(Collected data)

::::::::

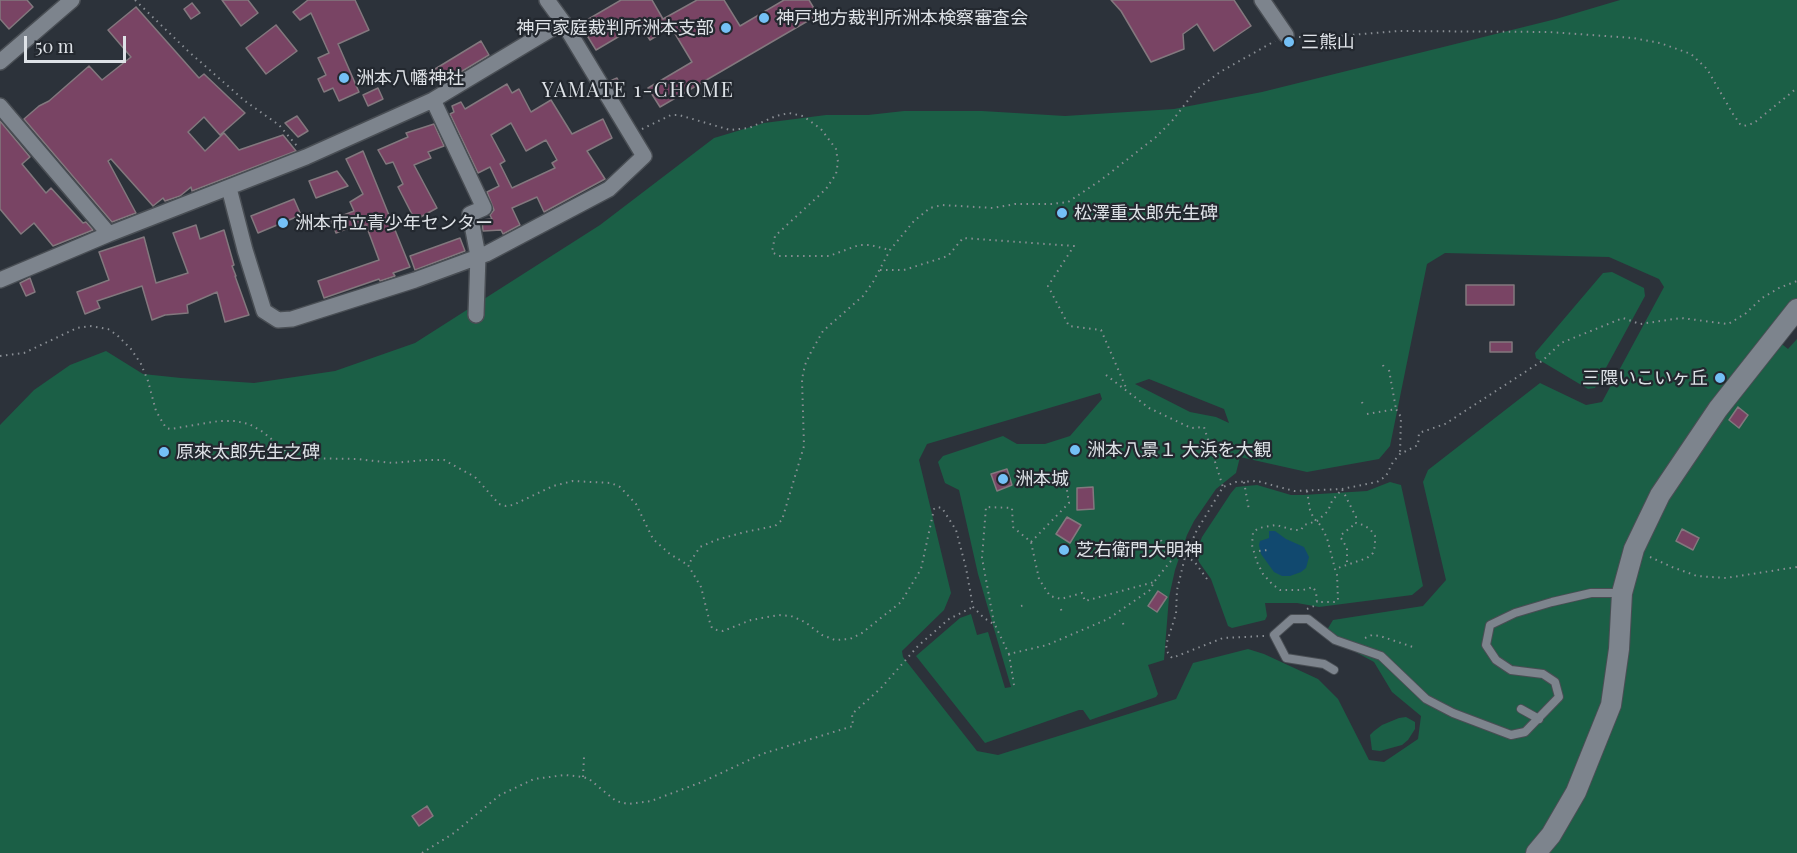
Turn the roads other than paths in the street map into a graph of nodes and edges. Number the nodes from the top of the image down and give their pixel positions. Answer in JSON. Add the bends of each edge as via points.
{"nodes":[{"id":1,"x":72,"y":0,"type":"edge"},
{"id":2,"x":548,"y":0,"type":"edge"},
{"id":3,"x":1262,"y":0,"type":"edge"},
{"id":4,"x":563,"y":22,"type":"junction"},
{"id":5,"x":1286,"y":35,"type":"road end"},
{"id":6,"x":0,"y":62,"type":"edge"},
{"id":7,"x":432,"y":100,"type":"junction"},
{"id":8,"x":0,"y":106,"type":"edge"},
{"id":9,"x":229,"y":188,"type":"junction"},
{"id":10,"x":109,"y":234,"type":"junction"},
{"id":11,"x":478,"y":256,"type":"junction"},
{"id":12,"x":0,"y":280,"type":"edge"},
{"id":13,"x":1797,"y":309,"type":"edge"},
{"id":14,"x":476,"y":315,"type":"dead end"},
{"id":15,"x":1622,"y":593,"type":"junction"},
{"id":16,"x":1334,"y":670,"type":"dead end"},
{"id":17,"x":1521,"y":709,"type":"dead end"},
{"id":18,"x":1539,"y":719,"type":"junction"},
{"id":19,"x":1536,"y":853,"type":"edge"}],
"edges":[{"from":1,"to":6,"type":"street"},
{"from":2,"to":4,"type":"street"},
{"from":3,"to":5,"type":"street"},
{"from":4,"to":7,"type":"street"},
{"from":4,"to":11,"type":"street","via":[[644,156],[609,189]]},
{"from":7,"to":9,"type":"street"},
{"from":7,"to":11,"type":"street","via":[[484,208],[470,214]]},
{"from":8,"to":10,"type":"street"},
{"from":9,"to":10,"type":"street"},
{"from":9,"to":11,"type":"street","via":[[264,311],[278,320],[292,320]]},
{"from":10,"to":12,"type":"street"},
{"from":11,"to":14,"type":"street"},
{"from":13,"to":15,"type":"street","via":[[1718,409],[1660,495],[1634,549]]},
{"from":15,"to":18,"type":"lane","via":[[1590,594],[1552,603],[1490,625],[1486,645],[1496,660],[1511,670],[1543,674],[1555,682],[1559,697]]},
{"from":15,"to":19,"type":"street","via":[[1611,705],[1576,792]]},
{"from":16,"to":18,"type":"lane","via":[[1324,664],[1286,658],[1274,635],[1292,619],[1308,619],[1335,640],[1381,656],[1426,699],[1453,713],[1511,735],[1525,732]]},
{"from":17,"to":18,"type":"lane"}]}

::::::::

- **TASK DETAILS**: Images are to be omitted; repeat the remaining data above exactly.

- **ANSWER FOR THIS EXERCISE**:
Turn the roads other than paths in the street map into a graph of nodes and edges. Number the nodes from the top of the image down and give their pixel positions. Answer in JSON. Add the bends of each edge as via points.
{"nodes":[{"id":1,"x":72,"y":0,"type":"edge"},
{"id":2,"x":548,"y":0,"type":"edge"},
{"id":3,"x":1262,"y":0,"type":"edge"},
{"id":4,"x":563,"y":22,"type":"junction"},
{"id":5,"x":1286,"y":35,"type":"road end"},
{"id":6,"x":0,"y":62,"type":"edge"},
{"id":7,"x":432,"y":100,"type":"junction"},
{"id":8,"x":0,"y":106,"type":"edge"},
{"id":9,"x":229,"y":188,"type":"junction"},
{"id":10,"x":109,"y":234,"type":"junction"},
{"id":11,"x":478,"y":256,"type":"junction"},
{"id":12,"x":0,"y":280,"type":"edge"},
{"id":13,"x":1797,"y":309,"type":"edge"},
{"id":14,"x":476,"y":315,"type":"dead end"},
{"id":15,"x":1622,"y":593,"type":"junction"},
{"id":16,"x":1334,"y":670,"type":"dead end"},
{"id":17,"x":1521,"y":709,"type":"dead end"},
{"id":18,"x":1539,"y":719,"type":"junction"},
{"id":19,"x":1536,"y":853,"type":"edge"}],
"edges":[{"from":1,"to":6,"type":"street"},
{"from":2,"to":4,"type":"street"},
{"from":3,"to":5,"type":"street"},
{"from":4,"to":7,"type":"street"},
{"from":4,"to":11,"type":"street","via":[[644,156],[609,189]]},
{"from":7,"to":9,"type":"street"},
{"from":7,"to":11,"type":"street","via":[[484,208],[470,214]]},
{"from":8,"to":10,"type":"street"},
{"from":9,"to":10,"type":"street"},
{"from":9,"to":11,"type":"street","via":[[264,311],[278,320],[292,320]]},
{"from":10,"to":12,"type":"street"},
{"from":11,"to":14,"type":"street"},
{"from":13,"to":15,"type":"street","via":[[1718,409],[1660,495],[1634,549]]},
{"from":15,"to":18,"type":"lane","via":[[1590,594],[1552,603],[1490,625],[1486,645],[1496,660],[1511,670],[1543,674],[1555,682],[1559,697]]},
{"from":15,"to":19,"type":"street","via":[[1611,705],[1576,792]]},
{"from":16,"to":18,"type":"lane","via":[[1324,664],[1286,658],[1274,635],[1292,619],[1308,619],[1335,640],[1381,656],[1426,699],[1453,713],[1511,735],[1525,732]]},
{"from":17,"to":18,"type":"lane"}]}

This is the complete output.